People always remember the negatives. It’s harder for a pitcher to remember the ball that got hit up the middle that, in years past, would’ve been a single, but this year, it just so happened the second baseman was right there, stepped on the base, and got a double play. We get a little less credit for those, though, than we get dinged on the negative ones.
It’s hard to convince the pitchers that this was the right thing to do. Because it was so different. It felt wrong. The defense wasn’t standing in the positions that they’ve been standing in since these guys were in Little League. Pitchers would therefore glare into the dugout and glare at the coaches that asked infielders to move, or glare at the infielders themselves. And over time, everybody would go back to their traditional positions. That was the first year.
The second year the coaches “were a little bit more forceful” about having the players shift, and they “did a nice job for the first couple of months,” but infielders and pitchers started complaining that they weren’t used to it and by the end of the season Houston was back in the middle of the pack in terms of the shift.

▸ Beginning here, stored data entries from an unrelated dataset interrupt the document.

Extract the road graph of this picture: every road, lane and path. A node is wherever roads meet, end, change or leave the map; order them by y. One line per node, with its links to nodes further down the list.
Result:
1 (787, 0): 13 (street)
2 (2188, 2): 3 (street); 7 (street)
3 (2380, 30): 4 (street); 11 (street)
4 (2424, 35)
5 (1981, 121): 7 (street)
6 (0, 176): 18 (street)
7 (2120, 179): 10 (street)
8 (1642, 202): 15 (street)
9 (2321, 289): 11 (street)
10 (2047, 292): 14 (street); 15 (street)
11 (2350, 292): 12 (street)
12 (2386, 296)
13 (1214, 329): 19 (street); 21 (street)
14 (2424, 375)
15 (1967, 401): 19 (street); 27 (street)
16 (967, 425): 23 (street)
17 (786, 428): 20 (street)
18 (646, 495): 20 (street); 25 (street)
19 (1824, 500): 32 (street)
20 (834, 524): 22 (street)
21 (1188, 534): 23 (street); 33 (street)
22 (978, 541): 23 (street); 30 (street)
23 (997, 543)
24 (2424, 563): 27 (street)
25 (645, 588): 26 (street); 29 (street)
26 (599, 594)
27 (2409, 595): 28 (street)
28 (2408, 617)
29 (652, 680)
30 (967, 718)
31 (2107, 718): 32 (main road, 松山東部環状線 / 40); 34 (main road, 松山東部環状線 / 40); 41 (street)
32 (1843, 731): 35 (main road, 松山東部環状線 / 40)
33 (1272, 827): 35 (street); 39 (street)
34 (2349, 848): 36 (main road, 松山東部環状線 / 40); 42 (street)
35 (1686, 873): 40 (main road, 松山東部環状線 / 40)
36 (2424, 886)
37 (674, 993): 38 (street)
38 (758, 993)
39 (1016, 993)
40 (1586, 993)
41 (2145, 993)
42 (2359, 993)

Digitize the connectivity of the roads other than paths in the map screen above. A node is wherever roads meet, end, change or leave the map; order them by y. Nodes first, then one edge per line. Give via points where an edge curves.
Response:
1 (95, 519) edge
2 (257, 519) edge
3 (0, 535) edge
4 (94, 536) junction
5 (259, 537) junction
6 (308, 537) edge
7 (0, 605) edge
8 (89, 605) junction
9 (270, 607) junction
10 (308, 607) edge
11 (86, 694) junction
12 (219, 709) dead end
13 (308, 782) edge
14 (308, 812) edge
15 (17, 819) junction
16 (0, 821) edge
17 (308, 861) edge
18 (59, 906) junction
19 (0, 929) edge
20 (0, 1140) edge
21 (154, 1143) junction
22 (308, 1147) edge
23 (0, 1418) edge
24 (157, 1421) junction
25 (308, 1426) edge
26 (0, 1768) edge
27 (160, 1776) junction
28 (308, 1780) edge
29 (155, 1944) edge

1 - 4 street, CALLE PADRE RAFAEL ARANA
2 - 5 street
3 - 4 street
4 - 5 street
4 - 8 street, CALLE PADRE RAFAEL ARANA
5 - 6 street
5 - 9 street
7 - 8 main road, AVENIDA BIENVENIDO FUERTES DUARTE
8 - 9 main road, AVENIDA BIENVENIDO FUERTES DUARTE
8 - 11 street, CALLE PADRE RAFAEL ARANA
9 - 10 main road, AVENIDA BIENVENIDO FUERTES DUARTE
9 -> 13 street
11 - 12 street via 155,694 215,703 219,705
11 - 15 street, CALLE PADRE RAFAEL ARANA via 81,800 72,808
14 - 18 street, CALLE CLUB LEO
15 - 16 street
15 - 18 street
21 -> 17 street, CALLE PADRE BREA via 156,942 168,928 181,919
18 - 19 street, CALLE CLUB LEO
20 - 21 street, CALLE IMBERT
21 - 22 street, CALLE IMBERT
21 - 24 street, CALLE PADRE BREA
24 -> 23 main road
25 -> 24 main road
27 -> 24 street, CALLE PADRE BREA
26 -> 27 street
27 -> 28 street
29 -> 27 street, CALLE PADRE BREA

It took a change of heart by one of the team leaders to alter the dynamic. This happened during spring training before the start of the third season on “analytics” when the managers shared the theory and empirical evidence behind analytics with the pitchers and fielders:
There was an incredible moment where one of our younger pitchers who really wasn’t quite getting it kept complaining, “Well, what about this? What about that?” One of the veteran pitchers who had come around turned to the younger pitcher and said, “Look, this is going to help you have a better ERA [earned run average] and have a better chance to have a better career, so you should really take this seriously.” Once you start getting players to advocate for the use of these tools, it changes the whole equation. Because then you’re no longer pushing; it’s starting to pull. Once that happens, the sky’s the limit in terms of the impact that these technologies and analytics can have on the players. (emphasis supplied)
So now that with analytics the Astros have won the World Series, are they done? Of course not, but we’ve actually heard law firm partners say that they’ve already changed so they’re done. (I kid you not.)
The general question is, how do you stay in the lead?
It involves being far enough out front of your peers that you inevitably make mistakes.
We talk internally about being on the “bleeding edge.” We know we’re going to have some cuts, some nicks, some bruises—because if we’re not, it’s similar to base running. If you have a player on first, and he never gets thrown out at third on a single to right field, he’s not being aggressive enough. If you don’t ever get thrown out at third, you’re leaving runs on the table. I consider it the same way in terms of how quickly we implement new technologies and try and squeeze out a competitive advantage. If we’re not making some mistakes along the way, we’re not being aggressive enough.
If you wait for it to be obvious, it’s going to be too late. You have to be first.
Not to say human judgment is read out of the picture: To the contrary. Player attributes like leadership ability, simple desire, ability to overcome obstacles (resilience): These will always require human intuition and wisdom. But it’s the combination of the human factor with the analytics that’s the most powerful: “Either one separately gives you suboptimal results.”
Yes, changing people’s behavior on the field and how they interpret and use information and new technology “is very, very difficult to do. It’s been painful, and it’s taken a long time.” But once you’re there consider the sustainable distinction you’ve created.
“It’s going to provide us an advantage for the next five to ten years. […] It’s going to be hard for other clubs to copy that.”